3d DCA: 57.105 sanctions triggered by arguing against DPOA and for guardianship:
In the linked-to case above a 78-year old woman executed a valid DPOA in favor of her son. Acting under the authority of this DPOA, son sued mom’s property-insurance company (Southern Oak Insurance Company) seeking to recover damages to mom’s home caused by a burglary. By the time son filed suit on mom’s behalf it was undisputed she was suffering from age-related cognitive disabilities. According to Southern Oak this meant mom’s claim could only be prosecuted by a court-appointed guardian. For reasons unexplained in the 3d DCA’s opinion, Southern Oak somehow convinced the trial judge to buy into its argument, resulting in a dismissal of mom’s lawsuit. This is the kind of ruling that drives probate lawyers nuts. On appeal, it apparently struck a nerve with the 3d DCA as well (in a bad way!).
This is an appeal by an octogenarian, Maximiliana Albelo, from a trial court order dismissing her premises liability complaint with prejudice, for failure to file a petition in probate to determine her own incapacity. We summarily reverse the order on appeal and grant Albelo’s motion for an award of appellate attorney fees pursuant to section 57.105(1), Florida Statutes (2011). We write only to explain the reasons for our award of sanctions against Southern Oak Insurance Company and its counsel.
This is a garden-variety premises liability claim brought by Albelo for damages to her home caused by a burglary. The burglary and the existence of a loss are conceded. It is equally undisputed Albelo suffers from age-related cognitive disabilities. Although Southern Oak did not receive notice of the claim until more than a year after the burglary, the company paid $1690 on her claim. A few months later, Albelo filed a sworn proof of loss, supported by a public adjuster’s estimate in the amount of $57,760.66. Southern Oak is of the view the sworn claim is fraudulent and instigated not by Albelo, but rather by her son. Southern Oak also is concerned about the binding effect a judgment obtained by Albelo might have against it in the future.
Albelo responds that in April 2007—one month before the burglary, when she was seventy-eight years old—she duly executed a Durable Power of Attorney (DPA) in favor of her son. Section 709.2119, Florida Statutes (2012), regulating powers of attorneys and similar instruments, provides explicit protection to Southern Oak in the circumstances of this case. It states:
(1)(a) A third person who in good faith accepts a power of attorney that appears to be executed in the manner required by law at the time of its execution may rely upon the power of attorney and the actions of the agent which are reasonably within the scope of the agent’s authority and may enforce any obligation created by the actions of the agent as if:
1. The power of attorney were genuine, valid, and still in effect;
2. The agent’s authority were genuine, valid, and still in effect; and
3. The authority of the officer executing for or on behalf of a financial institution that has trust powers and acting as agent is genuine, valid, and still in effect.

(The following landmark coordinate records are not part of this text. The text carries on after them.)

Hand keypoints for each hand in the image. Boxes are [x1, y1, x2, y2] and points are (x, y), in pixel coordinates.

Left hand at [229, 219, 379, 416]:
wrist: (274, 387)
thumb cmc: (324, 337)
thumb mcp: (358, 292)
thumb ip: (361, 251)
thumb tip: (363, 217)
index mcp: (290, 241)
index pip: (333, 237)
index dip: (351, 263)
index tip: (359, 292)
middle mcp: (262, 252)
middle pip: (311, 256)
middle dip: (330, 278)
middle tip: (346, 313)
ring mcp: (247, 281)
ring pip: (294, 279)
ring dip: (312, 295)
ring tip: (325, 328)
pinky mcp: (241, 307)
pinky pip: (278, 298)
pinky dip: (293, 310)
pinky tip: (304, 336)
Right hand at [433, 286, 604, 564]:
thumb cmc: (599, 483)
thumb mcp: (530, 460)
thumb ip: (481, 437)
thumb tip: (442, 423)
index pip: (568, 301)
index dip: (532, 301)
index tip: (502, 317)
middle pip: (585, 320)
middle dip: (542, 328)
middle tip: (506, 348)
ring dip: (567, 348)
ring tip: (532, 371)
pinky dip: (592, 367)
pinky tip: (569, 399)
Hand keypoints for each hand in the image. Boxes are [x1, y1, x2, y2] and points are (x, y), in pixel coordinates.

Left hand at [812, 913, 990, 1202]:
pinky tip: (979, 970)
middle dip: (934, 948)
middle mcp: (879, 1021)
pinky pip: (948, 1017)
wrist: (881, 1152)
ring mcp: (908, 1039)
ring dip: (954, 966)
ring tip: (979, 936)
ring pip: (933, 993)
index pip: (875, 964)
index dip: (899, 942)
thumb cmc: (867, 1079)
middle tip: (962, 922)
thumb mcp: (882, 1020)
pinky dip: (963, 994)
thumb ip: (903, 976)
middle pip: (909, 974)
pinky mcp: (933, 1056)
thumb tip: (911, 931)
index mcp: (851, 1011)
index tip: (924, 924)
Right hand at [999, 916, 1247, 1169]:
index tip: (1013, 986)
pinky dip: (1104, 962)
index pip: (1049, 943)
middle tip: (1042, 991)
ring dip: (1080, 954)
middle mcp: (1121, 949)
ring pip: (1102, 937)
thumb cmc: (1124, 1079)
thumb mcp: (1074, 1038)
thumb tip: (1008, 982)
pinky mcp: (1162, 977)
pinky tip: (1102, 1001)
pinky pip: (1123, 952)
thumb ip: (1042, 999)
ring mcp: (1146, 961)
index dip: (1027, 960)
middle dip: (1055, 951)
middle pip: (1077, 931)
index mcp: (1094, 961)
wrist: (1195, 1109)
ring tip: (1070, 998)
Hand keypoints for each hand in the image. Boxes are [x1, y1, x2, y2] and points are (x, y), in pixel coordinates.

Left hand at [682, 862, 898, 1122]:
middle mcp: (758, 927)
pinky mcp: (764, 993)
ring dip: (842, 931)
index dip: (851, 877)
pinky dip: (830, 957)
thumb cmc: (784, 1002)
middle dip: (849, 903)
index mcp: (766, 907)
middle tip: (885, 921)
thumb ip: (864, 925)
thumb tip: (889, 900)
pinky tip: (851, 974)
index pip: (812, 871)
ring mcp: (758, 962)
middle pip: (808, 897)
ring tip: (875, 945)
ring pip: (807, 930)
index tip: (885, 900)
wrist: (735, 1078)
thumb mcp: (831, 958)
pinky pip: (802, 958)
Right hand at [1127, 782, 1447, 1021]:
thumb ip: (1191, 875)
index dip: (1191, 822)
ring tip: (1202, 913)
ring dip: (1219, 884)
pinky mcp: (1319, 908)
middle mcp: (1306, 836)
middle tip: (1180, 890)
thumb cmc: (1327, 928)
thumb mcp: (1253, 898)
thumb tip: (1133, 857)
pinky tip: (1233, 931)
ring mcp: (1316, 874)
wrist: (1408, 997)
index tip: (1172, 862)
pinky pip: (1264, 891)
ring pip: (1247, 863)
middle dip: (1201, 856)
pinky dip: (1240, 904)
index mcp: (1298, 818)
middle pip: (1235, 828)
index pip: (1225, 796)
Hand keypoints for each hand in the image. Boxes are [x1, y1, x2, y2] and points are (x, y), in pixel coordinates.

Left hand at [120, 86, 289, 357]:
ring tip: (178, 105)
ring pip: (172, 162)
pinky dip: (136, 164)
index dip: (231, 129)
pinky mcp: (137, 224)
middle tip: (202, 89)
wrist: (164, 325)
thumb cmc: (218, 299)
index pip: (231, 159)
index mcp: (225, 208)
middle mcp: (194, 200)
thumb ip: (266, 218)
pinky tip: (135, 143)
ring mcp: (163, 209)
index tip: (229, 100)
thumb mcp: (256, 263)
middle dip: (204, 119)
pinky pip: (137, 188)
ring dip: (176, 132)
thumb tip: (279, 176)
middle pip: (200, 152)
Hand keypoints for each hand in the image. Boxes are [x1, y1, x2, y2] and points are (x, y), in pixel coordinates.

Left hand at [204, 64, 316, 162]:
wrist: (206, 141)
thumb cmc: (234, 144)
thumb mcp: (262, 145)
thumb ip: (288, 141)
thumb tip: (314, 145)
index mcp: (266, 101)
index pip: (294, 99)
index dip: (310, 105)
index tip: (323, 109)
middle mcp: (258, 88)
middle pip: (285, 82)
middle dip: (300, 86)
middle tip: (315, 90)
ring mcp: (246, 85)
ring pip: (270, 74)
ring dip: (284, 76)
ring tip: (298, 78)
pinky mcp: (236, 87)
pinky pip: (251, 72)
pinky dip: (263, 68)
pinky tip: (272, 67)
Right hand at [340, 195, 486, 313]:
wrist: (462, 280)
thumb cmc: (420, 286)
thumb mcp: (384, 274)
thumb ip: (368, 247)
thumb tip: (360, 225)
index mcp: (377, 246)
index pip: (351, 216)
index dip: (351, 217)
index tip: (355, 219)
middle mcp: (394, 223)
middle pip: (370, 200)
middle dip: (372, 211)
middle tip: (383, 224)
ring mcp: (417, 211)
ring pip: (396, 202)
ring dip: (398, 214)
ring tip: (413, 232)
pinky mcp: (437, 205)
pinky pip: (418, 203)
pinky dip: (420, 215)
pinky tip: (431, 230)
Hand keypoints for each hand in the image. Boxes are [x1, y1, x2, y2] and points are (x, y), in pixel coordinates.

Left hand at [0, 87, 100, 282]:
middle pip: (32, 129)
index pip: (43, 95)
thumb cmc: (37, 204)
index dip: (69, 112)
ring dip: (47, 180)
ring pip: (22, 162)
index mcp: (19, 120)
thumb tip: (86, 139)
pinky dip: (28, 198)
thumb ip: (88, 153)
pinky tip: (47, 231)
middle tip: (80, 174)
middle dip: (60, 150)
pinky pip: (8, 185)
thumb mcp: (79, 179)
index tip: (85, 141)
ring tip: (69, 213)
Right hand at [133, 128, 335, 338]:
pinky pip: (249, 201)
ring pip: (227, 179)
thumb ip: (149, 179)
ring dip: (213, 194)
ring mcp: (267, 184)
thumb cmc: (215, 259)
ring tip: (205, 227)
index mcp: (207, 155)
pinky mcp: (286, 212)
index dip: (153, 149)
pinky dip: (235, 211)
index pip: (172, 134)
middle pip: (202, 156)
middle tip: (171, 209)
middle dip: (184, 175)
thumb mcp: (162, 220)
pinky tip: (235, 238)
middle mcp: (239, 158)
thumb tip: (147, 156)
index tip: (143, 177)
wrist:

§ 709.2119. Southern Oak does not contest the formalities of execution and has not sought to rescind the power of attorney on the ground Albelo was incompetent at the time she executed the document. Southern Oak’s and its counsel’s persistence in arguing Albelo was required to seek a guardian for herself as a condition of continuing this action was frivolous.
For those of you caught up in a similar case, you may find the research reflected in the Appellant’s winning Initial Brief on appeal helpful.